GIVEN DATA:
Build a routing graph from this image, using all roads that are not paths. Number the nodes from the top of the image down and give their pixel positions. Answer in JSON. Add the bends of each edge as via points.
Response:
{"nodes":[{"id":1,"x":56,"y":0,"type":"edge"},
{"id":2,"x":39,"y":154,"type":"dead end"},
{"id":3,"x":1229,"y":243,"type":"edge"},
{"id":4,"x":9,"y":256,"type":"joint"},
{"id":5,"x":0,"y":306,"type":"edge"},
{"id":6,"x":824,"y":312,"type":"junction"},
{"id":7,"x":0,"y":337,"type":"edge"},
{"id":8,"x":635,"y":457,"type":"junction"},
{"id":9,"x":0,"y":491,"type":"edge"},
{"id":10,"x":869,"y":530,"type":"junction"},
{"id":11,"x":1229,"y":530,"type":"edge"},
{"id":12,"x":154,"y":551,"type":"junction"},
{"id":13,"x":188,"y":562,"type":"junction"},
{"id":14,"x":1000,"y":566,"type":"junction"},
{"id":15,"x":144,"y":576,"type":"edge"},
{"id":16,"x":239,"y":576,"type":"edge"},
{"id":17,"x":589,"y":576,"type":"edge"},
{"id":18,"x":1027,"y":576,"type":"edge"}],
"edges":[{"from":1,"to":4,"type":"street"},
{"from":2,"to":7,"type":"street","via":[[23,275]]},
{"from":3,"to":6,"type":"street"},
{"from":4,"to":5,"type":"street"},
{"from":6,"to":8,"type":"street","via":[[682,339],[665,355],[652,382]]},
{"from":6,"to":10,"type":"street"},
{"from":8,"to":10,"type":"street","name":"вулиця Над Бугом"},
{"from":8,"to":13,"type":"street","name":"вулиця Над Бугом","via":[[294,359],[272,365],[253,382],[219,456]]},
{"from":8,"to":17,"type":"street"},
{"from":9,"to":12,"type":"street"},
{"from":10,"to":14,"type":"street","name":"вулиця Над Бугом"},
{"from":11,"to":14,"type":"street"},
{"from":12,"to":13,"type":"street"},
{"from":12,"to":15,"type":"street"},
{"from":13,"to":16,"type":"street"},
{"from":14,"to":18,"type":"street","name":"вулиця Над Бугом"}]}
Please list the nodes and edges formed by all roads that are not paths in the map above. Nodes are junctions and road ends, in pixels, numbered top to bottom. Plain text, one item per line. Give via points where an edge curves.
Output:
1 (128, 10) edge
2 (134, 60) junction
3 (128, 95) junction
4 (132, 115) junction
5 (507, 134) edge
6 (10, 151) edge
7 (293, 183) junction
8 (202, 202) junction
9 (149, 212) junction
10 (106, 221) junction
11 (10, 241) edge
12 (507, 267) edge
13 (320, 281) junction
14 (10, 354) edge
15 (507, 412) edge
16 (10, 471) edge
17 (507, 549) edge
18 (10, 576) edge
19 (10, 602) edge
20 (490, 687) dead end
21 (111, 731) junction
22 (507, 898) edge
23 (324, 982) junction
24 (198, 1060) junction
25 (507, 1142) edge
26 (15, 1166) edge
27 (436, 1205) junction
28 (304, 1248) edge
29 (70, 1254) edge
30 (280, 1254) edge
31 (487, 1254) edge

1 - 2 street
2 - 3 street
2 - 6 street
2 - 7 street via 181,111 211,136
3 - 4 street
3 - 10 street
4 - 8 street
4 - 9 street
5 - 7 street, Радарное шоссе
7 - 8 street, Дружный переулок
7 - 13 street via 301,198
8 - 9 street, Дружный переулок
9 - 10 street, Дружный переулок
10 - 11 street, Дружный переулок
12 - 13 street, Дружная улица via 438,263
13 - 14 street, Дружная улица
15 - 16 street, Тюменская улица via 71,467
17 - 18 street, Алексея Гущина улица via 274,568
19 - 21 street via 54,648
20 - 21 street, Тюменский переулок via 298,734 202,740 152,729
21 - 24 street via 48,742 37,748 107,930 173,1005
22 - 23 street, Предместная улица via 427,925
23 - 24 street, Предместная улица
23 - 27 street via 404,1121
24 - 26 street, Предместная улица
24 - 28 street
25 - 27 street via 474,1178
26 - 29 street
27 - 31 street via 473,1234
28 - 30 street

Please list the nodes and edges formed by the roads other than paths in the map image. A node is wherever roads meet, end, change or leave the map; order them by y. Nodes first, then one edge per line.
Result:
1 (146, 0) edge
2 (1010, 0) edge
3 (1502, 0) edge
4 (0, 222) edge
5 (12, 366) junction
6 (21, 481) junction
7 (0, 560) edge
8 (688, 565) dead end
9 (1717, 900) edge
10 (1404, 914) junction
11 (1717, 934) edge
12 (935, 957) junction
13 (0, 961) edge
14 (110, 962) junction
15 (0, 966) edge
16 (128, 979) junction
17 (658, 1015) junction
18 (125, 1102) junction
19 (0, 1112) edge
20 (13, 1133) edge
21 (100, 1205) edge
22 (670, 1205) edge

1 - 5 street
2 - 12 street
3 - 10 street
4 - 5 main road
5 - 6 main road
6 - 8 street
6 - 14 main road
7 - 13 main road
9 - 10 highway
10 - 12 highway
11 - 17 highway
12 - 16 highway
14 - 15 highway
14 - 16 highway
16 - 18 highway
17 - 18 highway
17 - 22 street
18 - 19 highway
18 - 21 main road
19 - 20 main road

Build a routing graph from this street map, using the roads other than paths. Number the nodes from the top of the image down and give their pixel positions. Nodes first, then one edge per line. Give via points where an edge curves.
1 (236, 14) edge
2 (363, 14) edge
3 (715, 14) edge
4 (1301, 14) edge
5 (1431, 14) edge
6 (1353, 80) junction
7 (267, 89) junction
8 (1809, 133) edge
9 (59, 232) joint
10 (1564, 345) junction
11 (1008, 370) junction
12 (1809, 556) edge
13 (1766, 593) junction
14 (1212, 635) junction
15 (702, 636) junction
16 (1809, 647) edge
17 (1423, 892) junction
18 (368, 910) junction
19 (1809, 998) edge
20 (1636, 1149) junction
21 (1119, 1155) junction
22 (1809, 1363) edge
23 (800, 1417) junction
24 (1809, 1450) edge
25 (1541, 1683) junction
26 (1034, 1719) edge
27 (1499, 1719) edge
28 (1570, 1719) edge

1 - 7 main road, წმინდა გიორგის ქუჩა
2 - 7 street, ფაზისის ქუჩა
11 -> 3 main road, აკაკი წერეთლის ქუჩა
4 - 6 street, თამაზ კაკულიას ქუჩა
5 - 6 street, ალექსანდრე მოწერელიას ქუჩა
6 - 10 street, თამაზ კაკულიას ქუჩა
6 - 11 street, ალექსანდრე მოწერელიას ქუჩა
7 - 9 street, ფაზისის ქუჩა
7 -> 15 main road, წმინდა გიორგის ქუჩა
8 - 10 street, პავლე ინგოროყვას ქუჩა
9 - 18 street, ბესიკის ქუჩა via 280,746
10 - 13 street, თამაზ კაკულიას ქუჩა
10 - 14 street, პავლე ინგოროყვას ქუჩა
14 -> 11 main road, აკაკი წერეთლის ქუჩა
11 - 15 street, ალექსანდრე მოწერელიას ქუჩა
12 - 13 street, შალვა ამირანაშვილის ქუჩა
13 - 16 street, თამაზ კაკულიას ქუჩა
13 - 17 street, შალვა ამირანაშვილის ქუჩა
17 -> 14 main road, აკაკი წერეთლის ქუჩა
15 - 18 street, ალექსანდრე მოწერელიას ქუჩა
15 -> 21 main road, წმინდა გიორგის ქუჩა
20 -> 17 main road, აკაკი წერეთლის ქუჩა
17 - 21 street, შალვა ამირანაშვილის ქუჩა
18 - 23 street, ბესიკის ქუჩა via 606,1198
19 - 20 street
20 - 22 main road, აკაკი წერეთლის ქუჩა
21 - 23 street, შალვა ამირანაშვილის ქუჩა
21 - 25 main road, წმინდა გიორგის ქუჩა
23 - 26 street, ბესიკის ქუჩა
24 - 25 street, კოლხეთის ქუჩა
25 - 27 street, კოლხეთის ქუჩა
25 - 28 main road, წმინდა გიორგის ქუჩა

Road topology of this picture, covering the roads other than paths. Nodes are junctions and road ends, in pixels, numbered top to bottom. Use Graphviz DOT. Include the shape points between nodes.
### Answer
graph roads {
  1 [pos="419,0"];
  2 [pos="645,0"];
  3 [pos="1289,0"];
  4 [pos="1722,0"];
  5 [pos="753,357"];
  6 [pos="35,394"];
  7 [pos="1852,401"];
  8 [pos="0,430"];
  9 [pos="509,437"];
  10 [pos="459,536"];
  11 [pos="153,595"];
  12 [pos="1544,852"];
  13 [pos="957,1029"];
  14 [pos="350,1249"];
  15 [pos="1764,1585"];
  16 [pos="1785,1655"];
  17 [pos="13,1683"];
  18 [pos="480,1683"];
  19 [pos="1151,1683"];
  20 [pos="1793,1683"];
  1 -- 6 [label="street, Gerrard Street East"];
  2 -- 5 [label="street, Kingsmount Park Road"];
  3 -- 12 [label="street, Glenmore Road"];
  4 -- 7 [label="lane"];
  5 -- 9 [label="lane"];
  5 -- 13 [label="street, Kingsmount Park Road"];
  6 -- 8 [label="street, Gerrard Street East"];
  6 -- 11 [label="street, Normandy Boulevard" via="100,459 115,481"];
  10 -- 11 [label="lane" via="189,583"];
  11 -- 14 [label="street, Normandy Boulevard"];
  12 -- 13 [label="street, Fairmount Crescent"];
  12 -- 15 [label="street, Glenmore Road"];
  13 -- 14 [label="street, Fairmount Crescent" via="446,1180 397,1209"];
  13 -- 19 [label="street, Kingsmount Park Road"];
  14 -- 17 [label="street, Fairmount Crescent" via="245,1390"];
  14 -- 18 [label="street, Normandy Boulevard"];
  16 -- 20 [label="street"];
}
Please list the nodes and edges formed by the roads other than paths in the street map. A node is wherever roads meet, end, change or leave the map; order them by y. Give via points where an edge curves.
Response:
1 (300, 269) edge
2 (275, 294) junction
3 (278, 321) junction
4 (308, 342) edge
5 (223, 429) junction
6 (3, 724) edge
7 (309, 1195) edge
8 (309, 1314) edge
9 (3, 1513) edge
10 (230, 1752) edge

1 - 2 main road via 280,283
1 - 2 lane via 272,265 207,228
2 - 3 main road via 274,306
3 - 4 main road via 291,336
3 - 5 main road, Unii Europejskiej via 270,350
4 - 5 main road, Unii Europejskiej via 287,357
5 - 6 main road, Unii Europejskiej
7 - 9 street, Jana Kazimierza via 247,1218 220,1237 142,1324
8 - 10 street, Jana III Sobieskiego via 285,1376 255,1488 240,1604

INSTRUCTIONS TO FOLLOW: Search the records above for the string "ინგოროყვას" and copy each line that holds it.

EXERCISE RESPONSE:
8 - 10 street, პავლე ინგოროყვას ქუჩა
10 - 14 street, პავლე ინგოროყვას ქუჩა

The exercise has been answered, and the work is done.